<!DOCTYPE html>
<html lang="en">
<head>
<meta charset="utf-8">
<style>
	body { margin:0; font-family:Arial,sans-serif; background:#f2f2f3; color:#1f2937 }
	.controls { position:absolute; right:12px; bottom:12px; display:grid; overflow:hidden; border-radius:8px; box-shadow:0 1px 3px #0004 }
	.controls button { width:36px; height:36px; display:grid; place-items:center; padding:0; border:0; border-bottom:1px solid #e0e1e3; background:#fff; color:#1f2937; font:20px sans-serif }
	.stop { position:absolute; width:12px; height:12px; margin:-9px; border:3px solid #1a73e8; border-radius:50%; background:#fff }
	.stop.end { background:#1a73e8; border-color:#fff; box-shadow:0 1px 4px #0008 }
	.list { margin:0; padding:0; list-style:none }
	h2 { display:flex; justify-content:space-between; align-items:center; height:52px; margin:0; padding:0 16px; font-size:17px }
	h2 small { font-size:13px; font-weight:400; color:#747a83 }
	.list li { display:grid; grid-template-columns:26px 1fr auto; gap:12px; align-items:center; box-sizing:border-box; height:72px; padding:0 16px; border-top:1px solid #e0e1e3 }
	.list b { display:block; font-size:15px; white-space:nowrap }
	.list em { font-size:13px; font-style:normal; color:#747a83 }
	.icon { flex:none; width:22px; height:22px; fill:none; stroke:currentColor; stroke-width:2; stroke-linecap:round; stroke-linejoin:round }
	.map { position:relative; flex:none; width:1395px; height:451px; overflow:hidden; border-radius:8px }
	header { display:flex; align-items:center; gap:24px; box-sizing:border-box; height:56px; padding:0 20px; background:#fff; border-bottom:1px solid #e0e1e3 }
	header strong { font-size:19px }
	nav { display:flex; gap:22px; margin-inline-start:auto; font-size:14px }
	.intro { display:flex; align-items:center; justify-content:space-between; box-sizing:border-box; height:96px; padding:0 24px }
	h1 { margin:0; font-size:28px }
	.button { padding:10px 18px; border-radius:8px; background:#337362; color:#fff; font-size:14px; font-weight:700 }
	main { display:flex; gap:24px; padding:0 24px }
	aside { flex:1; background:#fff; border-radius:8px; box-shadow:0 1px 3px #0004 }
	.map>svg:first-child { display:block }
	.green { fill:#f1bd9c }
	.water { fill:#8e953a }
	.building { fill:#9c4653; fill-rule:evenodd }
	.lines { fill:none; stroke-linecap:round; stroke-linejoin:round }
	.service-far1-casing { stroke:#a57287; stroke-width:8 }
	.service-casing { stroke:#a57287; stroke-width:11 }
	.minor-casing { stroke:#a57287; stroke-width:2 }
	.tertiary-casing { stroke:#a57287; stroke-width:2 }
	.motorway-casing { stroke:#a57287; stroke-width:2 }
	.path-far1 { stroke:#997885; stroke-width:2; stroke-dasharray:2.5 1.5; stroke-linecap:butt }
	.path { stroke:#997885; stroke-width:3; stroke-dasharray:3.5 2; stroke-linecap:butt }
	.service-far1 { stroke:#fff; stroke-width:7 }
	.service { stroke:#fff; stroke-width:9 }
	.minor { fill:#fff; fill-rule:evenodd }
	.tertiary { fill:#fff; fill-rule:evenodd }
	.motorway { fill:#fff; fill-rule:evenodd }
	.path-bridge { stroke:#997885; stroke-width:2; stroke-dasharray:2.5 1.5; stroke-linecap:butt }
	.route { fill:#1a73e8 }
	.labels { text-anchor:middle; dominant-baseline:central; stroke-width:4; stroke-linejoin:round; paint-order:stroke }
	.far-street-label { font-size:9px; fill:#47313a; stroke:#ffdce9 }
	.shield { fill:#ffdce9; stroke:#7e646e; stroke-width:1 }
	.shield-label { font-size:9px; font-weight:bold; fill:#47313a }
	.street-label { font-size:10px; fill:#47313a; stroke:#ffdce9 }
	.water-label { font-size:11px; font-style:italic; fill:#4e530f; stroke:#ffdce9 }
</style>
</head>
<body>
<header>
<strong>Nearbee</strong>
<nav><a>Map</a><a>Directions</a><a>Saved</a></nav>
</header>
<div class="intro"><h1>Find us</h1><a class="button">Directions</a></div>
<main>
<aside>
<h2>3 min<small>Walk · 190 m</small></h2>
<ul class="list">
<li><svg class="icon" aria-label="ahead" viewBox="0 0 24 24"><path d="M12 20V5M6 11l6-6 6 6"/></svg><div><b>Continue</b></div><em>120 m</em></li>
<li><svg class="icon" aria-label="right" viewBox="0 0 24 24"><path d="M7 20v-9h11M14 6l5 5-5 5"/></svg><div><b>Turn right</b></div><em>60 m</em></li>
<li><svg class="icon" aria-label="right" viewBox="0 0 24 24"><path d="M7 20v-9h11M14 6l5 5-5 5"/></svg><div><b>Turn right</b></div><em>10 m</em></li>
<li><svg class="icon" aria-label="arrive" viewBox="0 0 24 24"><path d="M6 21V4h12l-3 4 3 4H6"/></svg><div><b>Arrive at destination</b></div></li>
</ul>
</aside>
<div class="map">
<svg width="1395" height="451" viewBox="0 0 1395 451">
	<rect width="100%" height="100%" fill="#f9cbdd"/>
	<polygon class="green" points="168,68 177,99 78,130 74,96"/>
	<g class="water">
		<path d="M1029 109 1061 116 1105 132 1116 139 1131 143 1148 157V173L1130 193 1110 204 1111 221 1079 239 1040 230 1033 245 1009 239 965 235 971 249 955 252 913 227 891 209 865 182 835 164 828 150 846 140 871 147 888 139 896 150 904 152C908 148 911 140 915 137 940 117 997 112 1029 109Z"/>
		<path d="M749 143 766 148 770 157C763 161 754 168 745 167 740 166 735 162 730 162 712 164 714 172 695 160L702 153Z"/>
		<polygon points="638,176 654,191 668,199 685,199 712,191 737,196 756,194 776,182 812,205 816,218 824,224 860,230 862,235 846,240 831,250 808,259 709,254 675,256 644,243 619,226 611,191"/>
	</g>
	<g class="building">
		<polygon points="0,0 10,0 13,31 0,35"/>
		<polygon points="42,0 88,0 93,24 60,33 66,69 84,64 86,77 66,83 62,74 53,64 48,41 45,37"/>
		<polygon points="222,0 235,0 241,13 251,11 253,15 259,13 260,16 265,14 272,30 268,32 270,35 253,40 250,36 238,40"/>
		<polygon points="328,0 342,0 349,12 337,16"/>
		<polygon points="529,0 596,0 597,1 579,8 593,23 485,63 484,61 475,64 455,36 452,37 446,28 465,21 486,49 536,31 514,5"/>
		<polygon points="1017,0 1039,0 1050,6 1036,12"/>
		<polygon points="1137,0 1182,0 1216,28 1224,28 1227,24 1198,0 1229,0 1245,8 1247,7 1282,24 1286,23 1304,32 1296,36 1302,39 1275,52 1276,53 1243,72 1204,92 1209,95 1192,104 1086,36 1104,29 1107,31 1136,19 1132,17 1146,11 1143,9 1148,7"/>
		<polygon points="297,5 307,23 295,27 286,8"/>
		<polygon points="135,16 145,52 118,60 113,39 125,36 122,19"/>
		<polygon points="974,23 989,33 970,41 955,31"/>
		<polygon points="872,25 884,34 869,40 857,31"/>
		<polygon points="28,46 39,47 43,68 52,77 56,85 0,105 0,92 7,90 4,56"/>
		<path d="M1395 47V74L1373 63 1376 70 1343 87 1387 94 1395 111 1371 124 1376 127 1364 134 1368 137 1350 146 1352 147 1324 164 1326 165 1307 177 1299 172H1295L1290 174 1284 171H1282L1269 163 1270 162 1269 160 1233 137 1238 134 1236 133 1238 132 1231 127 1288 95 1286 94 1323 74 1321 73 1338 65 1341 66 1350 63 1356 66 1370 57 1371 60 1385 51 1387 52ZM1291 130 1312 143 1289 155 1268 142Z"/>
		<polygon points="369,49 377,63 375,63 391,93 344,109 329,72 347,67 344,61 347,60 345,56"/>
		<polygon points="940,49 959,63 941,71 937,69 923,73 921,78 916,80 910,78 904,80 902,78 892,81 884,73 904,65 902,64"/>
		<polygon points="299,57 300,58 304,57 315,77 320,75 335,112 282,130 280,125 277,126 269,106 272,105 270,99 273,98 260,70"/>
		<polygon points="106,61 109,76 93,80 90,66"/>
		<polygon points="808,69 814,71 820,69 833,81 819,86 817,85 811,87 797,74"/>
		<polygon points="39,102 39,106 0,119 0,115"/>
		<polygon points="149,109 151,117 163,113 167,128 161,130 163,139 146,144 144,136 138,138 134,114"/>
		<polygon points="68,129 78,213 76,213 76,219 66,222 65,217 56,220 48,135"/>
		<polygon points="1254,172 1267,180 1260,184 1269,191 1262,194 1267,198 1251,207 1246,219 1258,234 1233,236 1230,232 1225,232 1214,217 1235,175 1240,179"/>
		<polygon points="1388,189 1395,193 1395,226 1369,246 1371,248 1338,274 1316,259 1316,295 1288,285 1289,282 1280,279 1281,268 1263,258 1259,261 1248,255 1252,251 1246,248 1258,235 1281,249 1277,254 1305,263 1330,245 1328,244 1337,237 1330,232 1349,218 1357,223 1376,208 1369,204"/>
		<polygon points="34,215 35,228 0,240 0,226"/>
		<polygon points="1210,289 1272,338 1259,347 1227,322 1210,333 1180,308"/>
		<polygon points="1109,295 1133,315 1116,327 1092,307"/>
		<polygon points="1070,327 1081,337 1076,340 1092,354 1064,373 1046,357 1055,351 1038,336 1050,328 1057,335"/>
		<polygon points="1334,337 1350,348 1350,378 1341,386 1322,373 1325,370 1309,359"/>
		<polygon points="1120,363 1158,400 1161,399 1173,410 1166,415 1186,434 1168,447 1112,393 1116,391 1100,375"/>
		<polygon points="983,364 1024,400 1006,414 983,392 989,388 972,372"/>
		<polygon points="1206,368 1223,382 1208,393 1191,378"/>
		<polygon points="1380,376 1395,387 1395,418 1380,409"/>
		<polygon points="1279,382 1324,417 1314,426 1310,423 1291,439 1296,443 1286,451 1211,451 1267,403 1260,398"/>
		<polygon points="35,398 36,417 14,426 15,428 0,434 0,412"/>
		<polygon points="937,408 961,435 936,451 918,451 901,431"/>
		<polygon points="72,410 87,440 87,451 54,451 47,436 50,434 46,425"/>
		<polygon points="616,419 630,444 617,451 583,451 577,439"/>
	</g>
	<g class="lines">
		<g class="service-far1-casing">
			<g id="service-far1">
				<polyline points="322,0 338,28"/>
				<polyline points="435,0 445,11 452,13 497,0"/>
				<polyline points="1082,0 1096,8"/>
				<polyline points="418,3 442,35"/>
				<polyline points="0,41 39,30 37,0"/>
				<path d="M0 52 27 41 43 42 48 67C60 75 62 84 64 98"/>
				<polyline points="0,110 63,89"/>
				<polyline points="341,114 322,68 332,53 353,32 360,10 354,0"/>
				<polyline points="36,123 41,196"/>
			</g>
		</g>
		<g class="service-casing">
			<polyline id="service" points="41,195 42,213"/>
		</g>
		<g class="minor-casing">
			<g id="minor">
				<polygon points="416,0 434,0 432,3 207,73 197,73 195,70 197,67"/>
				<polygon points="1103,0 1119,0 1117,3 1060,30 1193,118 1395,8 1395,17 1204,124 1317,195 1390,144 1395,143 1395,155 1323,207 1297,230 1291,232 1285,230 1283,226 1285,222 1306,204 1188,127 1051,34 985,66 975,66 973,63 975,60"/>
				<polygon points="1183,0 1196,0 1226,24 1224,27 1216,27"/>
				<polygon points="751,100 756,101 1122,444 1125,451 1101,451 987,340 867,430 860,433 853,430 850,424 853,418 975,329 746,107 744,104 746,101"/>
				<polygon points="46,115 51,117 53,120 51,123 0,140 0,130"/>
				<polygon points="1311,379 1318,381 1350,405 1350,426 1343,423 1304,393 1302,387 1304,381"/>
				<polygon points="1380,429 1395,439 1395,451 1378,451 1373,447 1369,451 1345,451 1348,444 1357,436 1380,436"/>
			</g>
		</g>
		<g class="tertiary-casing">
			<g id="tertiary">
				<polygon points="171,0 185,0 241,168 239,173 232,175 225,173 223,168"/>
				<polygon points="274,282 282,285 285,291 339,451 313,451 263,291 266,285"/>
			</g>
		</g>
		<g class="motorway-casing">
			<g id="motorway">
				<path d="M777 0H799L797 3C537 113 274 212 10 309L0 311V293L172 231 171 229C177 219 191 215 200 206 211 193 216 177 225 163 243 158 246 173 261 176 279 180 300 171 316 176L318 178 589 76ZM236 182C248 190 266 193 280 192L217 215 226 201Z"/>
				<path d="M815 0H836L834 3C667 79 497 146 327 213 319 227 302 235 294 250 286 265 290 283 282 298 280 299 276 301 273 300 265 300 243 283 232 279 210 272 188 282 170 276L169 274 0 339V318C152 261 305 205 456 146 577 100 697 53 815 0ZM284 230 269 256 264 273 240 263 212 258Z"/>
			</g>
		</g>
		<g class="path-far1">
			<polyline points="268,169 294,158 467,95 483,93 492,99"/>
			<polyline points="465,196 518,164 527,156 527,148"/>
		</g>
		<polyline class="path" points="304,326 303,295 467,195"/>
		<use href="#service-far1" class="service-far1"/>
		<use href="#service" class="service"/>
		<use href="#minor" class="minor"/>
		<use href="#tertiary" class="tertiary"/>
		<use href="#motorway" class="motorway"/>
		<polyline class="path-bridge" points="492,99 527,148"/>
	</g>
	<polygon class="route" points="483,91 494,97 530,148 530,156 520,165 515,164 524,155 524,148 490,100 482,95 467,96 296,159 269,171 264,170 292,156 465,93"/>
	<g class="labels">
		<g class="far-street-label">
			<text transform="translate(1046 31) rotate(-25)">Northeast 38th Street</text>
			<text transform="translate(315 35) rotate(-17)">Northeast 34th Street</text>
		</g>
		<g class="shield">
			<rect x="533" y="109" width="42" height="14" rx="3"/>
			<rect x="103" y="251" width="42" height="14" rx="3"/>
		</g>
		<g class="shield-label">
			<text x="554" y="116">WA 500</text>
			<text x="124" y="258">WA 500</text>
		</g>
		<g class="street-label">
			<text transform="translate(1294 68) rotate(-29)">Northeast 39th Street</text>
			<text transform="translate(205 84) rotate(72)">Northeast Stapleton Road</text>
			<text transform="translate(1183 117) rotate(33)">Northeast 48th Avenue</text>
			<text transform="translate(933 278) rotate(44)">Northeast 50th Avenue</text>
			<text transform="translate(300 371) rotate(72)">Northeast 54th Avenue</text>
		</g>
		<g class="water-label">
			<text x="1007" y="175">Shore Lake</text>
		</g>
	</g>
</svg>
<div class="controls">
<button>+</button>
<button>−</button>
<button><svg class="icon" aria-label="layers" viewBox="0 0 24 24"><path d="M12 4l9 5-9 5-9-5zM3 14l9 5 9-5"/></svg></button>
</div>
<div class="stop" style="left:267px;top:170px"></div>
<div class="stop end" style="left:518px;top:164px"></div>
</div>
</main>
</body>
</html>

### What to produce
Search the data above for the word "weight", then gather each line in which it appears.

### Exercise output
	h2 small { font-size:13px; font-weight:400; color:#747a83 }
	.button { padding:10px 18px; border-radius:8px; background:#337362; color:#fff; font-size:14px; font-weight:700 }
	.shield-label { font-size:9px; font-weight:bold; fill:#47313a }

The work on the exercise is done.